Tata Institute of Social Sciences

“State, Settlers and Spice Trade: Understanding the Geopolitics of Cardamom Trade and ‘Tribal Settlements’ in the Cardamom Hills of India”

The objective of this paper is to elucidate how space and sovereignty becomes a domain of contestation of the images and imaginings of the state- capitalistic system and lifeworld of the indigenous people. With the illustration of the case of cardamom hills which geographically falls to Western Ghat region in the Southern India, the paper explores how political subjectivity of the Indigenous people to the sovereign power of state distances them from their ancestrally lived spaces, self-determination, territoriality and identity. Known to the antiquity as the abode of various indigenous communities and as natural niche of spices like pepper, cardamom; Cardamom Hills are acclaimed today as plantation belt of the country the producing lion share of Indian cardamom. As plantation capitalism thrives on the hills through colonial masters to post-colonial settlers, the indigenous communities like Mannans are reduced as protectorates under state and settler plantocracy. Therefore, the paper attempts to understand the geopolitics of cardamom trade in the place and how it gets camouflaged as civilizational mission of the state in the orders of developmental projects such as roads, dams and through the manufacturing of ‘tribal settlements’ to settle the ‘unsettled’ indigenous communities. The paper also problematizes the global capital flow around the crop of cardamom and how it subjugates indigenous people to negotiations for survival wherein their life and death gets designed by the state, settlers and spice trade in the place. The arguments made in the paper are based on detailed ethnographic field work and oral traditions of indigenous people in the cardamom hills.
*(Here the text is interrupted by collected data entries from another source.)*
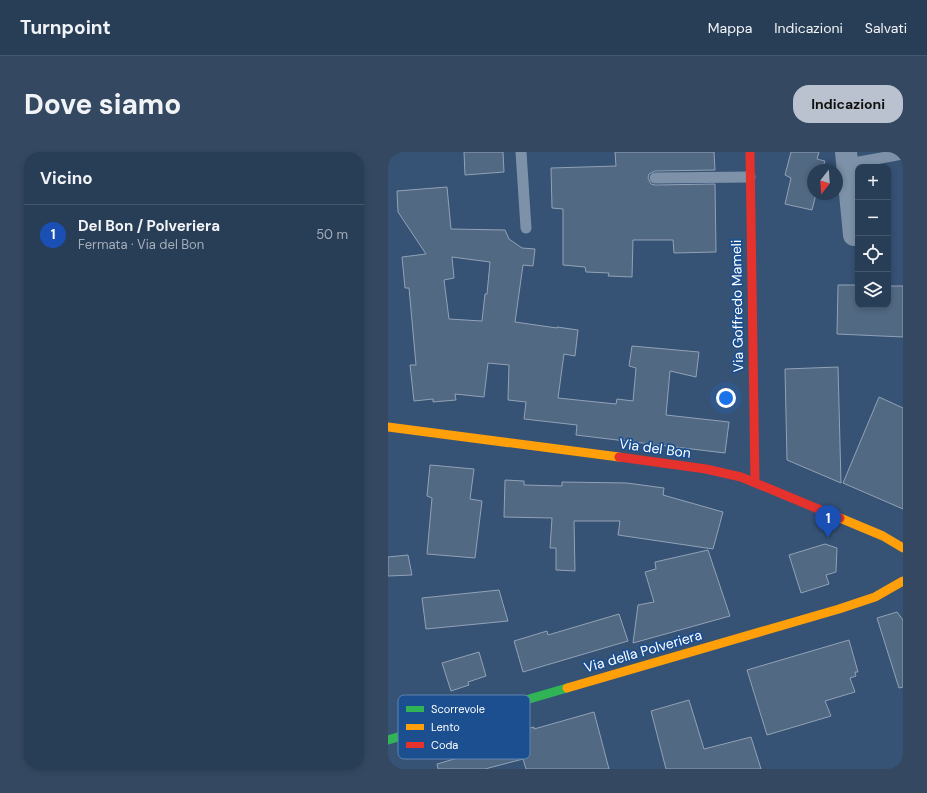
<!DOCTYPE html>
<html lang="it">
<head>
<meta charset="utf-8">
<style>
	body { margin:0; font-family:"DM Sans",sans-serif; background:#344961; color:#f1f3f6 }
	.controls { position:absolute; right:12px; top:12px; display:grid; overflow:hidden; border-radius:8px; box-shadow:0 2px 6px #0003 }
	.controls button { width:36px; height:36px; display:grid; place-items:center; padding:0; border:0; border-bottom:1px solid #44576d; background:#283e57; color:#f1f3f6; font:20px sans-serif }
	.compass { position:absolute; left:419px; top:12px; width:36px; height:36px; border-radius:50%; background:#283e57; box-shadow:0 2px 6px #0003; rotate:197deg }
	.you { position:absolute; left:338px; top:246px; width:14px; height:14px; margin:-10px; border:3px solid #fff; border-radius:50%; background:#1a73e8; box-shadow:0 0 0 6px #1a73e833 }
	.badge { display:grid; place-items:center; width:26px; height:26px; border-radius:50%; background:#b9c2ce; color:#fff; font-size:13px; font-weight:700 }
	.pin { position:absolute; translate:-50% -33px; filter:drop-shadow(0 1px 2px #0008) }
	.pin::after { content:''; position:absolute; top:21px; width:14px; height:12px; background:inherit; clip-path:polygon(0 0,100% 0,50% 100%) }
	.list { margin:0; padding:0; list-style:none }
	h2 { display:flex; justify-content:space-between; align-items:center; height:52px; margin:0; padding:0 16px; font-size:17px }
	h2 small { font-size:13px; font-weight:400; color:#a5aeba }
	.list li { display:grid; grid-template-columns:26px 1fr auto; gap:12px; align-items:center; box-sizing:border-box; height:60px; padding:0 16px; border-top:1px solid #44576d }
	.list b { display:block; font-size:15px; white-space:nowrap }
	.list p { margin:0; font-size:13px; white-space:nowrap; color:#a5aeba }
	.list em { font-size:13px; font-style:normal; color:#a5aeba }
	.icon { flex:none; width:22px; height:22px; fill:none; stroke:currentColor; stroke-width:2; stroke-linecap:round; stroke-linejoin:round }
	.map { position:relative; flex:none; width:515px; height:617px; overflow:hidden; border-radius:16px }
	header { display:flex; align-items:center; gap:24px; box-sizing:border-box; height:56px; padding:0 20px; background:#283e57; border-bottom:1px solid #44576d }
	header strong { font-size:19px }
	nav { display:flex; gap:22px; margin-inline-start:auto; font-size:14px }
	.intro { display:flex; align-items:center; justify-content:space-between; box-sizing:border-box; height:96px; padding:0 24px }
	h1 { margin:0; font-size:28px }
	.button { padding:10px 18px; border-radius:16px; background:#b9c2ce; color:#111; font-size:14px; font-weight:700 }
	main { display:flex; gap:24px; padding:0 24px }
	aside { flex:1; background:#283e57; border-radius:16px; box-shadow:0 2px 6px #0003 }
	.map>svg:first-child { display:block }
	.building { fill:#526984; stroke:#92a2b6; fill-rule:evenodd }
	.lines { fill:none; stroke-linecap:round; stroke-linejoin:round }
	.lane { stroke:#7d92a8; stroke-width:11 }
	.street { stroke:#7d92a8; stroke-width:22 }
	.fast { stroke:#30b455; stroke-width:9 }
	.slow { stroke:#ff9f0a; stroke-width:9 }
	.jam { stroke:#e5322d; stroke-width:9 }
	.labels { text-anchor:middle; stroke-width:3.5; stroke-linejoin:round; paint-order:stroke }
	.street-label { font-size:14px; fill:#fff; stroke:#1b4f8f }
	.key { fill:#1b4f8f; stroke:#5f84b1; stroke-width:1 }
	.key-label { font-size:11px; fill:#fff }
</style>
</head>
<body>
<header>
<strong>Turnpoint</strong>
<nav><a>Mappa</a><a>Indicazioni</a><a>Salvati</a></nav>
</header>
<div class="intro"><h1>Dove siamo</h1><a class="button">Indicazioni</a></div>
<main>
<aside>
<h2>Vicino<small></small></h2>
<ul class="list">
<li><span class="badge" style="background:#1a4fb4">1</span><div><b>Del Bon / Polveriera</b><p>Fermata · Via del Bon</p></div><em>50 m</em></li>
</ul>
</aside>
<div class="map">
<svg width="515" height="617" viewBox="0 0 515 617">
	<rect width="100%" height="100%" fill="#365274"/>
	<g class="building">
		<path d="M 76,0 L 115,0 L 116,20 L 77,23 Z"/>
		<path d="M 227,0 L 326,0 L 327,18 L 267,19 L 261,22 L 260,26 L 263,32 L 267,33 L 327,32 L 328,100 L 286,101 L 285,88 L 245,88 L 244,125 L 220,124 L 221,121 L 198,120 L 197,115 L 175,113 L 175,57 L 164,56 L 163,16 L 228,14 Z"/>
		<path d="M 403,0 L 431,0 L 429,7 L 437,9 L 434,18 L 425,18 L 425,42 L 428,42 L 424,58 L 397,52 L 403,26 L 397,23 Z"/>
		<path d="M 59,35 L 63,77 L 117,78 L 121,87 L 134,96 L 147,97 L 145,114 L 135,113 L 127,170 L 169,176 L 169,175 L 190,178 L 187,204 L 176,202 L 170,246 L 228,252 L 229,247 L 245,249 L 248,216 L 241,214 L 244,194 L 311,200 L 308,225 L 282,219 L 278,263 L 341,270 L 337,301 L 188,283 L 189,273 L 136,267 L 138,250 L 120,248 L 121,213 L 100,211 L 96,245 L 67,242 L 68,248 L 45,250 L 45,247 L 26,249 L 22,213 L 28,213 L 21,136 L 17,136 L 14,105 L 38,102 L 10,60 L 9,39 ZM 64,105 L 102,110 L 99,142 L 97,142 L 94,169 L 61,167 L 56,128 L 66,126 Z"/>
		<path d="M 450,133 L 470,133 L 470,153 L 500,153 L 500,134 L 515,134 L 515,185 L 449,182 Z"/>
		<path d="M 450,215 L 453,331 L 399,308 L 397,217 Z"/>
		<path d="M 491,245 L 515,256 L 515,357 L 455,331 Z"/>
		<path d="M 42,313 L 86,317 L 82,347 L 94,349 L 87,406 L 39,402 L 44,346 L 39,344 Z"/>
		<path d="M 117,328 L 136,329 L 136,333 L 174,334 L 174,330 L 239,331 L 276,336 L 275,343 L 335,360 L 325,397 L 230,383 L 232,369 L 186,369 L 187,419 L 168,418 L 168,396 L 162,396 L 164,366 L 116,365 Z"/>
		<path d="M 437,392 L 449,396 L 448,420 L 438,423 L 441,432 L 413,441 L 401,403 Z"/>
		<path d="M 320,398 L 342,464 L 245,491 L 250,453 L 266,450 L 257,420 L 268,417 L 267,410 Z"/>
		<path d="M 20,403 L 24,423 L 0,424 L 0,405 Z"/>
		<path d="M 111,438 L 120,469 L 38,477 L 34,446 Z"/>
		<path d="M 509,460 L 515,468 L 515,535 L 511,536 L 489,466 Z"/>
		<path d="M 231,462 L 240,489 L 135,520 L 126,489 L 159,479 L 160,483 Z"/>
		<path d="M 461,488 L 470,520 L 467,520 L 468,524 L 462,526 L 467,540 L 437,549 L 443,564 L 379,583 L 359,518 Z"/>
		<path d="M 91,500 L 98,524 L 80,530 L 81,533 L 63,539 L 54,511 Z"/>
		<path d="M 301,548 L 316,597 L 363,585 L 373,617 L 278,617 L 263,559 Z"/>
		<path d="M 206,560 L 221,617 L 138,617 L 135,607 L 97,617 L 50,617 L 49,612 L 111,594 L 108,585 L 146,575 L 146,577 Z"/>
	</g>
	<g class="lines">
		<g class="lane">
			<path d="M 133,0 L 138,76"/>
			<path d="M 460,12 L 515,2"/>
			<path d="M 267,26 L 362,25"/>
		</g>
		<path class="street" d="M 458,0 L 466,83"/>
		<path class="fast" d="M 0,588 L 179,536"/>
		<g class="slow">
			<path d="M 0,275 L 231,305"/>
			<path d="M 452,366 L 495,384 L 515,396"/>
			<path d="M 179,536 L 451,457 L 487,445 L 515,429"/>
		</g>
		<g class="jam">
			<path d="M 362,0 L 367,330"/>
			<path d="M 231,305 L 318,317 L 353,325 L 452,366"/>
		</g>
	</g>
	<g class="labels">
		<g class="street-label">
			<text transform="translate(349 154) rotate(-91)" y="5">Via Goffredo Mameli</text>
			<text transform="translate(267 296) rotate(8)" y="5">Via del Bon</text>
			<text transform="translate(255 499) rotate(-16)" y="5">Via della Polveriera</text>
		</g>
	</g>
	<rect x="10" y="543" width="132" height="64" rx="6" class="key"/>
	<rect x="18" y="554" width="18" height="6" fill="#30b455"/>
	<rect x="18" y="572" width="18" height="6" fill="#ff9f0a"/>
	<rect x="18" y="590" width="18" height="6" fill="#e5322d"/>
	<g class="key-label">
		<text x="43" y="561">Scorrevole</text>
		<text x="43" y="579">Lento</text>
		<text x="43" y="597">Coda</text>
	</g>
</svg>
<div class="controls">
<button>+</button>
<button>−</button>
<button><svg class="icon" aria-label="locate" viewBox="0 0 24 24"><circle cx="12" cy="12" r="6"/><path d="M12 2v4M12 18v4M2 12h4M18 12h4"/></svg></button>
<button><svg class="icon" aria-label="layers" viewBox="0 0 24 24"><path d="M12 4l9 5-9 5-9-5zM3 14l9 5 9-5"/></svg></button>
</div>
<svg class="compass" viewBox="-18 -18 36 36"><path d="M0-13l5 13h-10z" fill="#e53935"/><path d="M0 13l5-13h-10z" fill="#a5aeba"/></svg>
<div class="you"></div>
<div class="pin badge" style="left:440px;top:386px;background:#1a4fb4">1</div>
</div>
</main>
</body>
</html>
Anu Krishna is a Doctoral student with the School of Development Studies, Tata Institute of Social Sciences, Mumbai. Her research focuses on the issues of the Indigenous communities in the Cardamom Hills, which belongs to the Western Ghats of India. She uses the frame of social theory in her Doctoral thesis to address the questions of changing self, identity and history among the indigenous people in the colonial and post-colonial era.